For this exercise, output every line of the data as it stands.

(Beginning of Supplied records)

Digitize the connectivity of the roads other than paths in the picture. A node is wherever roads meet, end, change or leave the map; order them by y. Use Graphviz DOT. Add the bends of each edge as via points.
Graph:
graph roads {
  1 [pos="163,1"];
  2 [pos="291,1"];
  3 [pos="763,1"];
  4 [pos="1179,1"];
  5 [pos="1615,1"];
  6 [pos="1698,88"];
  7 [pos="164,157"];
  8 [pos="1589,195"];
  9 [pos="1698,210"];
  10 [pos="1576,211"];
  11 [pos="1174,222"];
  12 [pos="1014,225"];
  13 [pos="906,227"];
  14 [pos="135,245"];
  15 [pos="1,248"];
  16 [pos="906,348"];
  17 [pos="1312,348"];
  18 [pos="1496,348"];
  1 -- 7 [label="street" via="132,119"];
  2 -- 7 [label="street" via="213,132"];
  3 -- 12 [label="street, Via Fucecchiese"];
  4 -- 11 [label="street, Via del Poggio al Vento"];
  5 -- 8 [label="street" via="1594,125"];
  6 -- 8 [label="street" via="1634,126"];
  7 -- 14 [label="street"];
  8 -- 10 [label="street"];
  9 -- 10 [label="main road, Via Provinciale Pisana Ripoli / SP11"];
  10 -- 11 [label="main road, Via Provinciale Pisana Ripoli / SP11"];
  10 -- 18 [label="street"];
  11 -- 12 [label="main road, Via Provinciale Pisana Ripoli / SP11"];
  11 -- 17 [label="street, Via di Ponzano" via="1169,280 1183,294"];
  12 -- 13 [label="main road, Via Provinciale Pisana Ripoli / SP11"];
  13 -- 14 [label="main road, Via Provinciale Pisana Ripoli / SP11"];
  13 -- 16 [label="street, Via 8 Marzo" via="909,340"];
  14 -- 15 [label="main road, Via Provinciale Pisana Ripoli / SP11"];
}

(End of Supplied records)

**Output**
Digitize the connectivity of the roads other than paths in the picture. A node is wherever roads meet, end, change or leave the map; order them by y. Use Graphviz DOT. Add the bends of each edge as via points.
Graph:
graph roads {
  1 [pos="163,1"];
  2 [pos="291,1"];
  3 [pos="763,1"];
  4 [pos="1179,1"];
  5 [pos="1615,1"];
  6 [pos="1698,88"];
  7 [pos="164,157"];
  8 [pos="1589,195"];
  9 [pos="1698,210"];
  10 [pos="1576,211"];
  11 [pos="1174,222"];
  12 [pos="1014,225"];
  13 [pos="906,227"];
  14 [pos="135,245"];
  15 [pos="1,248"];
  16 [pos="906,348"];
  17 [pos="1312,348"];
  18 [pos="1496,348"];
  1 -- 7 [label="street" via="132,119"];
  2 -- 7 [label="street" via="213,132"];
  3 -- 12 [label="street, Via Fucecchiese"];
  4 -- 11 [label="street, Via del Poggio al Vento"];
  5 -- 8 [label="street" via="1594,125"];
  6 -- 8 [label="street" via="1634,126"];
  7 -- 14 [label="street"];
  8 -- 10 [label="street"];
  9 -- 10 [label="main road, Via Provinciale Pisana Ripoli / SP11"];
  10 -- 11 [label="main road, Via Provinciale Pisana Ripoli / SP11"];
  10 -- 18 [label="street"];
  11 -- 12 [label="main road, Via Provinciale Pisana Ripoli / SP11"];
  11 -- 17 [label="street, Via di Ponzano" via="1169,280 1183,294"];
  12 -- 13 [label="main road, Via Provinciale Pisana Ripoli / SP11"];
  13 -- 14 [label="main road, Via Provinciale Pisana Ripoli / SP11"];
  13 -- 16 [label="street, Via 8 Marzo" via="909,340"];
  14 -- 15 [label="main road, Via Provinciale Pisana Ripoli / SP11"];
}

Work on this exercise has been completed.